Top of EXERCISE MATERIALS
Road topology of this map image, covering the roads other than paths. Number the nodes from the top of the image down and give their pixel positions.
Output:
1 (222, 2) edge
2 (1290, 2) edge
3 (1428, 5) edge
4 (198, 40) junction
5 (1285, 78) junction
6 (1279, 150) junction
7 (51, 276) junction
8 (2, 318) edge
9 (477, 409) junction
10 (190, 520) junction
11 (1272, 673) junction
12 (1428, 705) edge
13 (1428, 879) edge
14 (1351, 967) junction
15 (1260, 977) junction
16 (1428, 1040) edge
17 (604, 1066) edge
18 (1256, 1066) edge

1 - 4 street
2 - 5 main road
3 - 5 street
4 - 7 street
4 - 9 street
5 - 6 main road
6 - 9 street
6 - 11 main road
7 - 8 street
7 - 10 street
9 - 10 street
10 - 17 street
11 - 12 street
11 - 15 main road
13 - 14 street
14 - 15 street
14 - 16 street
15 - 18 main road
Bottom of EXERCISE MATERIALS
* [AIM OF THE TASK]:
Produce an exact copy of the entries above.

* [REPLY TO THE TASK]:
Road topology of this map image, covering the roads other than paths. Number the nodes from the top of the image down and give their pixel positions.
Output:
1 (222, 2) edge
2 (1290, 2) edge
3 (1428, 5) edge
4 (198, 40) junction
5 (1285, 78) junction
6 (1279, 150) junction
7 (51, 276) junction
8 (2, 318) edge
9 (477, 409) junction
10 (190, 520) junction
11 (1272, 673) junction
12 (1428, 705) edge
13 (1428, 879) edge
14 (1351, 967) junction
15 (1260, 977) junction
16 (1428, 1040) edge
17 (604, 1066) edge
18 (1256, 1066) edge

1 - 4 street
2 - 5 main road
3 - 5 street
4 - 7 street
4 - 9 street
5 - 6 main road
6 - 9 street
6 - 11 main road
7 - 8 street
7 - 10 street
9 - 10 street
10 - 17 street
11 - 12 street
11 - 15 main road
13 - 14 street
14 - 15 street
14 - 16 street
15 - 18 main road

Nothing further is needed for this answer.